Do you need insurance to tax a car?
Owning and running a car comes with a lot of financial responsibility, and whether you’re having to pay for the initial purchase of the car, insurance and tax for the vehicle, or paying for a service and MOT, it seems like there’s always associated costs with having a car.
In order to be better prepared about the financial costs associated with owning a car, you need to make yourself aware of everything from car tax bands to vehicle excise duty and car insurance.
If you’re asking questions such as “do I need car insurance to tax my vehicle?”, then you’ve come to the right place. In our guide below we give you the lowdown on taxing and insuring your car and what you should get first.
What is road tax?
Road tax, or VED (vehicle excise duty), is simply the cost of paying to use your vehicle on the road.
The amount of tax that you pay depends on how much your car is worth and how much CO2 it emits. Car tax bands are used to determine how much different cars pay for their road tax.
What is car insurance?
Car insurance is a legal requirement in the UK and it involves paying for a policy that covers you in the event of an accident, theft or damage. The legal minimum requirement for car insurance in the UK is third party only which covers you for any damage caused to another person and their property, but it doesn’t cover you for the costs of repairing your own vehicle.
Types of car insurance
Do you need both car insurance and road tax?
In order to legally drive a car on the roads in the UK, you must have both car insurance and road tax when owning and operating a vehicle.
What do I need to be able to tax my car?
In order to tax your car, you must first have an insurance policy in place. The Motor Insurance Database (MID) keeps all vehicle insurance and MOT information up-to-date and they automatically know whether a car is insured or not.
If you decide to declare your car as SORN (Statutory Off Road Notification), then you don’t need to tax or insure your vehicle, but you won’t be able to drive it or park it on a public road.
You can tax your car at your local Post Office or online. If you’re going to tax it at a Post Office, you will need to provide one of the below:
- Your vehicle log book (V5C), which must be registered in your name.
- If you’ve just bought the car, you will need to take the green new keeper’s details slip (V5C/2) from the car’s log book.
- If the car is more than three years old, you might have to bring a copy of a valid MOT certificate.

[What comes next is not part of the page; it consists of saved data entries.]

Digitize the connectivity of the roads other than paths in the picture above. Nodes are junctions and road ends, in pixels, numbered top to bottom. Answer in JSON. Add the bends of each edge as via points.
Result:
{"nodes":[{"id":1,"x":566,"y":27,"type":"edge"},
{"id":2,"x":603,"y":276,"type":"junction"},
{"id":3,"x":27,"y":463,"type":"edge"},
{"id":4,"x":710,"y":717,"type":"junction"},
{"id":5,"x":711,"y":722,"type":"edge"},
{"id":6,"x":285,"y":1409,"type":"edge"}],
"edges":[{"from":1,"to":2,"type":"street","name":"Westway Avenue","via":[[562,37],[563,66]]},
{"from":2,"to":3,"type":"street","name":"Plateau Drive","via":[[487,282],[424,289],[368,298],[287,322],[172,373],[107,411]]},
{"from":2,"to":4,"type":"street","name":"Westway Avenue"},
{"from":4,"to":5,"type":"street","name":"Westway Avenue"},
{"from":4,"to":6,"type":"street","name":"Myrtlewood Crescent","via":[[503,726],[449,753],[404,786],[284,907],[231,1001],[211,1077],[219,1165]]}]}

Can I tax my car without a V5?
While it might make it a little trickier to tax your car without the necessary V5C document, it is still possible to do so as long as you have the V11 reminder letter which contains an 11-digit reference number that allows you to tax the car.

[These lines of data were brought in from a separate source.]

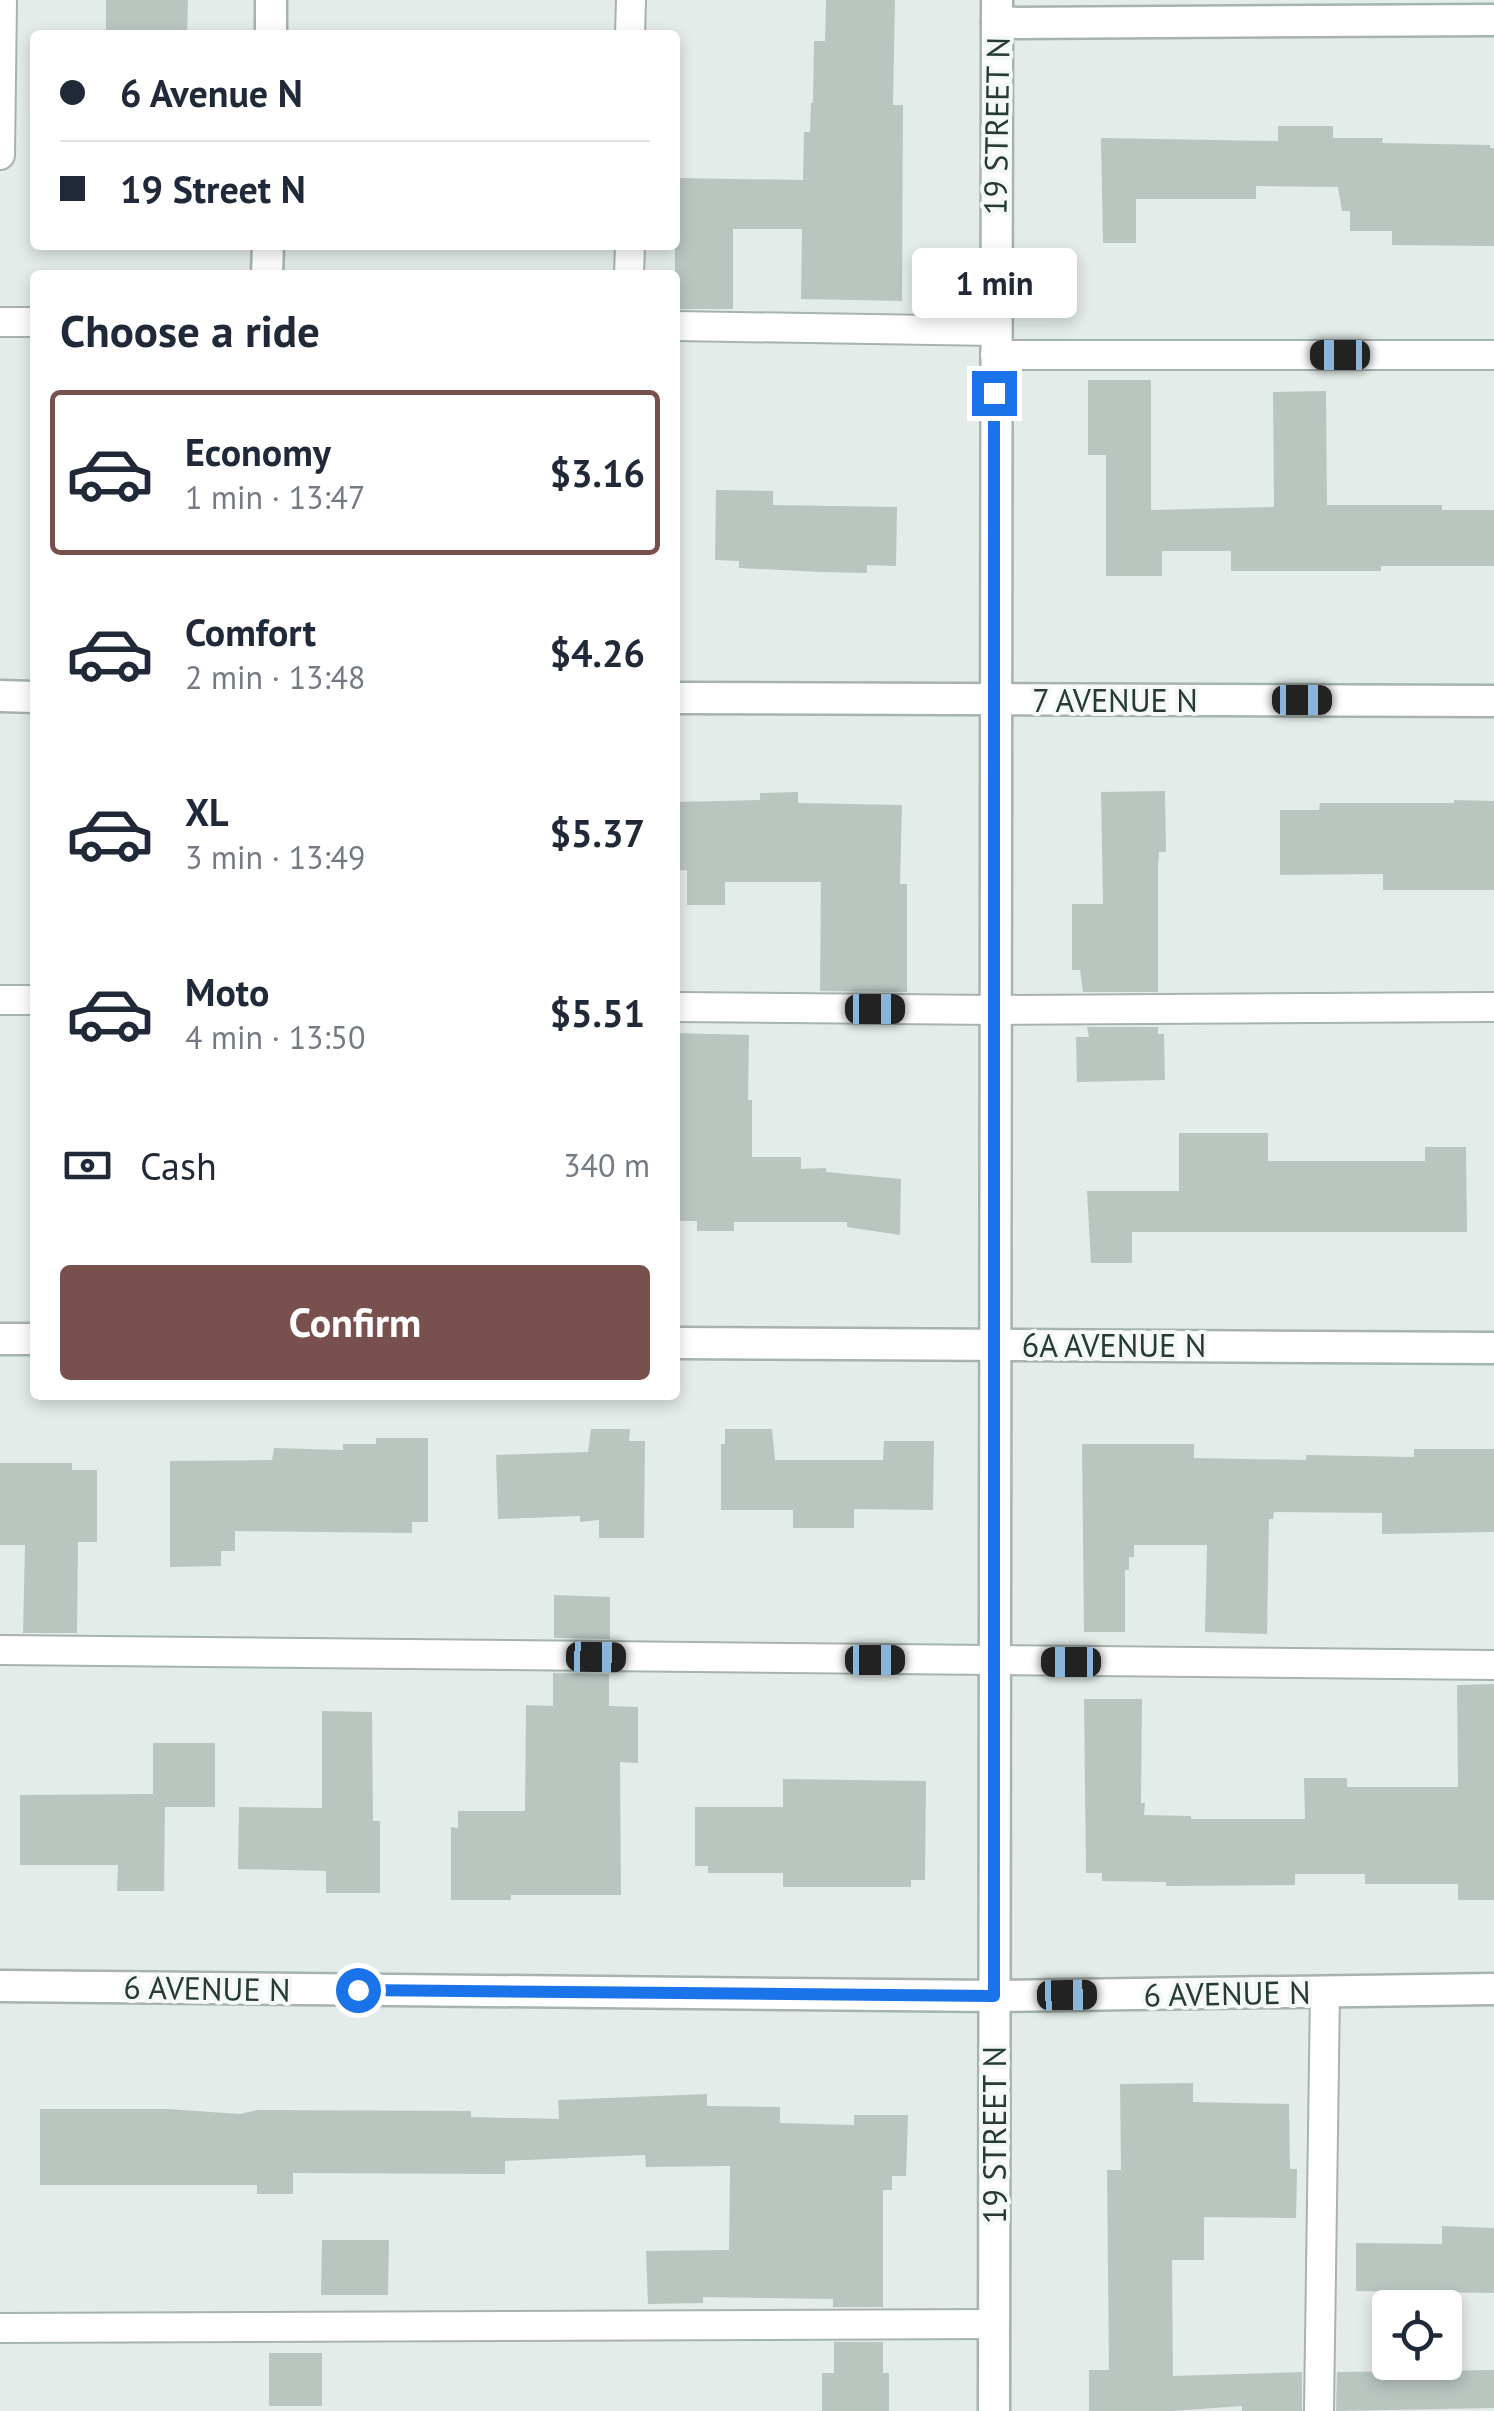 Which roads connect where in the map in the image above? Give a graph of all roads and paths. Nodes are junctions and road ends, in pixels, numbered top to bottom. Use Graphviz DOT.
graph roads {
  1 [pos="2,0"];
  2 [pos="271,0"];
  3 [pos="630,0"];
  4 [pos="997,12"];
  5 [pos="1494,20"];
  6 [pos="270,30"];
  7 [pos="630,30"];
  8 [pos="0,154"];
  9 [pos="0,322"];
  10 [pos="30,322"];
  11 [pos="680,326"];
  12 [pos="994,343"];
  13 [pos="1494,355"];
  14 [pos="0,696"];
  15 [pos="30,696"];
  16 [pos="680,698"];
  17 [pos="994,700"];
  18 [pos="1494,701"];
  19 [pos="0,1000"];
  20 [pos="30,1000"];
  21 [pos="680,1007"];
  22 [pos="1494,1007"];
  23 [pos="994,1010"];
  24 [pos="0,1338"];
  25 [pos="30,1339"];
  26 [pos="680,1343"];
  27 [pos="994,1344"];
  28 [pos="1494,1348"];
  29 [pos="0,1650"];
  30 [pos="994,1662"];
  31 [pos="1494,1665"];
  32 [pos="0,1986"];
  33 [pos="1494,1989"];
  34 [pos="1325,1991"];
  35 [pos="994,1996"];
  36 [pos="994,2324"];
  37 [pos="0,2328"];
  38 [pos="994,2411"];
  39 [pos="1320,2411"];
  1 -- 8 [label="lane"];
  2 -- 6 [label="street"];
  3 -- 7 [label="lane"];
  4 -- 5 [label="street"];
  4 -- 12 [label="street, 19 STREET N"];
  9 -- 10 [label="lane"];
  11 -- 12 [label="lane"];
  12 -- 13 [label="lane"];
  12 -- 17 [label="street, 19 STREET N"];
  14 -- 15 [label="street"];
  16 -- 17 [label="street, 7 AVENUE N"];
  17 -- 18 [label="street, 7 AVENUE N"];
  17 -- 23 [label="street, 19 STREET N"];
  19 -- 20 [label="lane"];
  21 -- 23 [label="lane"];
  22 -- 23 [label="lane"];
  23 -- 27 [label="street, 19 STREET N"];
  24 -- 25 [label="street"];
  26 -- 27 [label="street, 6A AVENUE N"];
  27 -- 28 [label="street, 6A AVENUE N"];
  27 -- 30 [label="street, 19 STREET N"];
  29 -- 30 [label="lane"];
  30 -- 31 [label="lane"];
  30 -- 35 [label="street, 19 STREET N"];
  32 -- 35 [label="street, 6 AVENUE N"];
  33 -- 34 [label="street, 6 AVENUE N"];
  34 -- 35 [label="street, 6 AVENUE N"];
  34 -- 39 [label="lane"];
  35 -- 36 [label="street, 19 STREET N"];
  36 -- 37 [label="lane"];
  36 -- 38 [label="street, 19 STREET N"];
}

Can I tax my car while I’m waiting for my log book to arrive?
You can also tax your car if you’re waiting for the log book to be delivered. Again, you will need either the 11-digit reference number that comes on the V11 reminder letter or you will need the 12-digit reference number as found on the green new keeper slip.
How long does it take for road tax to show up online?
Car tax can show up online pretty much as soon as you tax it, but in some cases, it can take up to five days to show online. As long as you have proof that you’ve taxed your vehicle, then you will be legally permitted to use it.
How do you tax a car if you have just bought it?
If you’ve just bought a car, then you must tax it before you drive it away from the place of purchase. Road tax isn’t automatically passed on to the new driver from the previous owner, so it’s your responsibility to tax your new car as soon as you’ve bought it. You should also ensure that it is insured and has a valid MOT.
You can tax a car that you’ve just bought online or at the Post Office.
What must you have when renewing vehicle tax?
When renewing your vehicle tax, you must have a valid insurance policy - otherwise, you won’t be able to tax the vehicle or renew it.
You can renew your vehicle tax online or at a local Post Office, and you must ensure that the vehicle is properly taxed and insured before you can drive it anywhere or park it on a public road.
What are the consequences of not having car tax?
While there are no driving licence points to be incurred if you don’t have valid car tax, you will likely receive an automated letter from the DVLA, as well as a fine of up to £1,000.
The fine is usually only £80, with a 50% discount if you pay it within 28 days, but if you fail to pay the initial fine, you could be prosecuted and the penalty could be increased to £1,000. It’s also possible for the DVLA to clamp your vehicle until the necessary amount of vehicle tax has been paid.
There are a few exceptions when you are legally permitted to drive your car without tax, including if you’re driving your vehicle to a pre-booked MOT test, but you must ensure that you drive straight to the MOT test centre, otherwise the exemption won’t be allowed.